Bugüne kadar yurt içinde ve yurt dışımda birçok projeye imza atan UNESCO'nun yaşayan insan hazinesi ödülüne sahip çini sanatçısı Mehmet Gürsoy Katar Emiri'nin Londra'da yaptırdığı lüks hamamın çinilerini yaptı. "Yaşamının en büyük projesi" diye adlandırdığı proje ile ilgili olarak Gürsoy teklifin ABD'deki uluslararası bir mimarlık bürosundan geldiğini söyledi. 2 yıl yazışmaları 1 yılda yapım süreci olan proje ile ilgili olarak Gürsoy "2009 Aralık ayı içinde uluslararası çalışan dünyaca ünlü bir mimardan bir mail geldi. Bu mailde bir projeden bahsediyordu ve bizden bu proje ile ilgili örnekler istedi. Belirli ölçüdeki bu örnekler üzerine biz çalıştık, çizdik, renklendirdik ve pişirerek ABD'ye gönderdik. İlk gönderdiğimiz örneğin beğenilmesi ile birlikte üzerinde bazı küçük değişiklikler yaptık. Ardından projenin çok önemli olduğu bize mail yolu ile bildirildi. Bu sebeple değişik örnekler yapmamız istendi. Bizim bu yazışmalarımız tam 710 gün sürdü. Çok çeşitli ölçülerde detaylar vardı ve bu detayların hepsi milimetrikti. Hata payı olmayan bir projeydi bu. Biz çinide her zaman için hata payını kabul ederiz" şeklinde konuştu.
"ANLAŞMAYA 6 MİMAR GELDİ"
Projesinin görüşme safhasının tamamlanmasının ardından anlaşma aşamasına geldiklerini dile getiren Gürsoy anlaşma için Kütahya 6 mimarın geldiğini ve bir konferans görüşmeyle ABD'deki mimarın katıldığını dile getirdi. Gürsoy "6 mimarla anlaşmaya gelen mimarlar çalışma alanlarımızı gördü. Bu çalışmayı almamada ki çok önemli neden UNESCO'nun bana verdiği ödülün büyük payı var.

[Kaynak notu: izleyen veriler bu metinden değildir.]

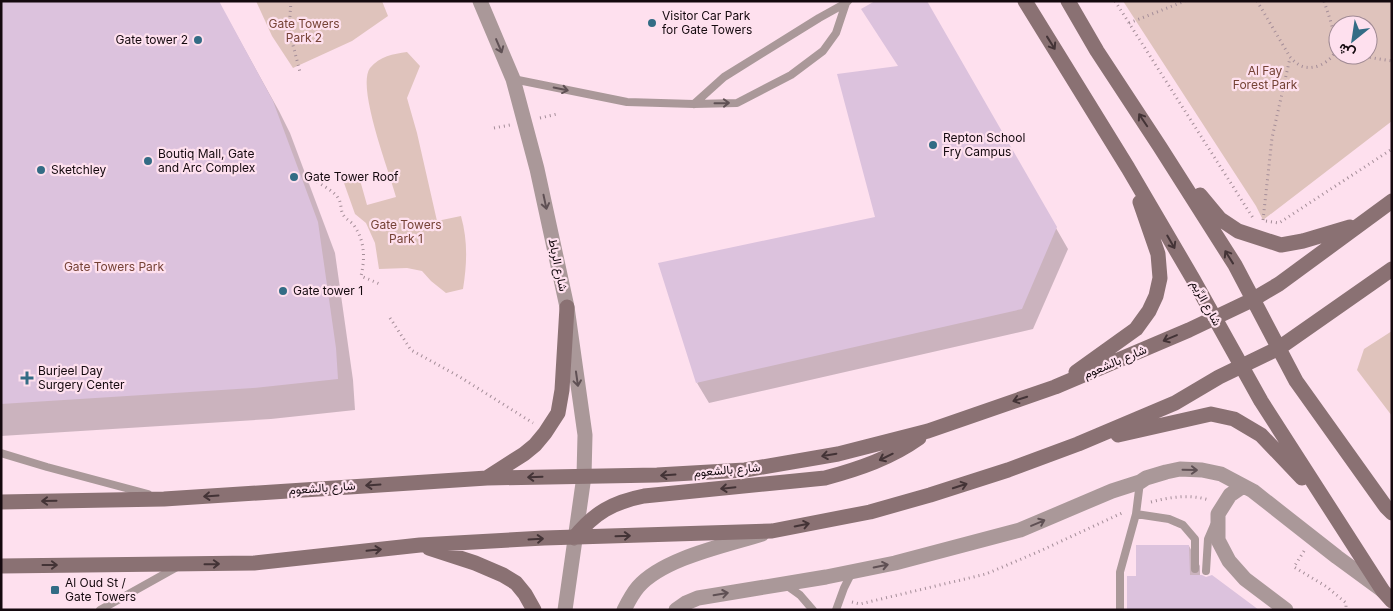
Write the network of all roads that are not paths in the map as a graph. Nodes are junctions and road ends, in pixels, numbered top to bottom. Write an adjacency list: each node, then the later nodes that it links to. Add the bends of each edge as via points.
1 (480, 1): 5 (street, شارع الرباط, one-way to 5)
2 (1025, 1): 8 (main road, شارع الرِّيم, one-way to 8)
3 (1068, 1): 7 (main road, one-way to 3)
4 (847, 2): 6 (lane, via 724,76); 6 (lane, one-way to 4, via 737,103 791,75 823,52 836,32)
5 (513, 79): 6 (lane, one-way to 6, via 628,102); 13 (street, شارع الرباط, one-way to 13, via 538,169)
6 (694, 104)
7 (1160, 147): 10 (main road, via 1220,220 1238,231 1281,245); 12 (main road, one-way to 7, via 1234,265)
8 (1128, 168): 14 (main road, شارع الرِّيم, one-way to 14); 17 (main road, via 1158,254 1160,278 1156,296 1136,329)
9 (1392, 202): 10 (main road, شارع بالشعوم)
10 (1363, 223): 12 (main road, شارع بالشعوم)
11 (1392, 269): 15 (main road)
12 (1252, 300): 14 (main road, شارع بالشعوم); 15 (main road)
13 (567, 307): 21 (street, شارع الرباط, one-way to 21, via 585,435); 22 (main road, via 558,413 535,446)
14 (1214, 318): 16 (main road, شارع الرِّيم); 17 (main road, شارع بالشعوم, one-way to 17)
15 (1278, 348): 16 (main road); 30 (main road, via 1296,382)
16 (1240, 366): 19 (main road, via 1175,403); 27 (main road, شارع الرِّيم)
17 (1055, 388): 18 (main road, شارع بالشعوم, one-way to 18)
18 (928, 431): 21 (main road, شارع بالشعوم, one-way to 21, via 838,454 745,470); 32 (main road, one-way to 32, via 879,460 825,478 631,498 593,517)
19 (1078, 444): 27 (main road, via 1211,414 1234,419 1261,435); 31 (main road, one-way to 19, via 870,512 930,495)
20 (1, 453): 25 (lane)
21 (584, 476): 22 (main road, شارع بالشعوم, one-way to 22); 32 (street, شارع الرباط)
22 (487, 478): 25 (main road, شارع بالشعوم, one-way to 25)
23 (1140, 482): 24 (street, one-way to 24, via 1180,469 1221,474); 29 (lane); 38 (street, one-way to 23, via 1020,530)
24 (1243, 486): 28 (street, via 1230,495); 40 (street)
25 (164, 498): 26 (main road, شارع بالشعوم, one-way to 26)
26 (1, 502)
27 (1328, 504): 40 (main road, شارع الرِّيم)
28 (1221, 509): 37 (lane, via 1208,539); 49 (street, via 1218,540 1228,561 1245,579)
29 (1136, 510): 36 (lane, via 1183,525 1195,540); 48 (lane, via 1120,572)
30 (1392, 513)
31 (772, 531): 32 (main road, one-way to 31); 44 (street, via 662,568 639,586)
32 (574, 538): 33 (main road, one-way to 32); 43 (street, شارع الرباط)
33 (420, 546): 34 (main road, one-way to 33, via 254,563); 42 (main road, via 503,575 516,583)
34 (182, 564): 35 (main road, one-way to 34); 41 (lane)
35 (1, 566)
36 (1195, 569)
37 (1206, 571)
38 (852, 572): 39 (street); 47 (lane)
39 (784, 584): 45 (street, one-way to 39, via 698,598); 46 (lane)
40 (1387, 596)
41 (100, 610)
42 (534, 610)
43 (565, 610)
44 (624, 610)
45 (676, 610)
46 (813, 610)
47 (836, 610)
48 (1120, 610)
49 (1286, 610)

Elbette ki sanat geçmişimin de büyük payı var. Bu geçmiş olmasa bu ödülü alamazdık. Bu sanat geçmişi ve ödül projeyi yapmamız konusundaki karar aşamasında önemli rol oynadı. 710 günün sonunda proje için anlaşma sağladık. Anlaşma imzalandıktan sonra 7 ay gece gündüz çalışmaya başladık. Çünkü bu bir prestijdi. Bu prestij kazanacağımız paradan daha önemliydi. Londra'nın göbeğinde Hyde Park'ta bir devlet başkanının hamamının çinilerini yapıyorum. Bu benim hayatımın en büyük projesiydi. Ve bu anlamda da çok önemliydi" dedi.
"PROJEYİ TESLİM ETTİK"
3 yıl süren ve 710 günü yazışma ile geçen projede çok titiz çalıştıklarını ve projeyi teslim ettiklerini dile getiren Gürsoy " Projeyi Katar Büyükelçisi teslim aldı. Büyükelçi bize 'biz burayı kullanmaktan ziyade müze yapıp insanların beğenisine sunmalıyız' ifadesini kullandı. Bu benim için gurur okşayıcı bir cümleydi. Katar Emiri Londra'daki penthousu lüks bir otelin son üç katı. Son katta hamam, sauna ve spa yer alıyor" dedi.
SIRADA KRALİYET AİLESİ VAR
Projenin ardından yine Londra'dan bir hamam proje teklifi daha aldığını belirten Gürsoy, kraliyet ailesine mensup bir dükün kız kardeşinin evine yapılacak olan Türk hamamının çalışmalarına başladıklarını ifade ederek şunları söyledi: "Katar Emiri Londra'da verdiği davette yaptırdığı penthouseu tanıtmış. Bunun ardından bize Londra'dan bir hamam projesi daha geldi. Bu projede kraliyet ailesine mensup bir dükün kız kardeşinin malikanesine Türk hamamı yapacağız. Bunun çalışmaları başladı. Katar Emiri projesi uzun sabır isteyen bir projeydi. Çünkü bizim edebimizde sabır vardır. Sanatta da mutlaka sabır vardır. Mevlana'nın 'Sabırdan başka yoktur evla, sabırla olur koruk bile helva' sözünden hareketle sabrettik. Biz örnekleri gönderirken hiçbir zaman bunu da yapmayalım demedik. En küçük detaya kadar önemsedik. Çünkü benim ülkemin ve sanatımın adı önemliydi. Kütahya'nın adının devlet ricali nezdinde konuşulması benim için çok önemliydi."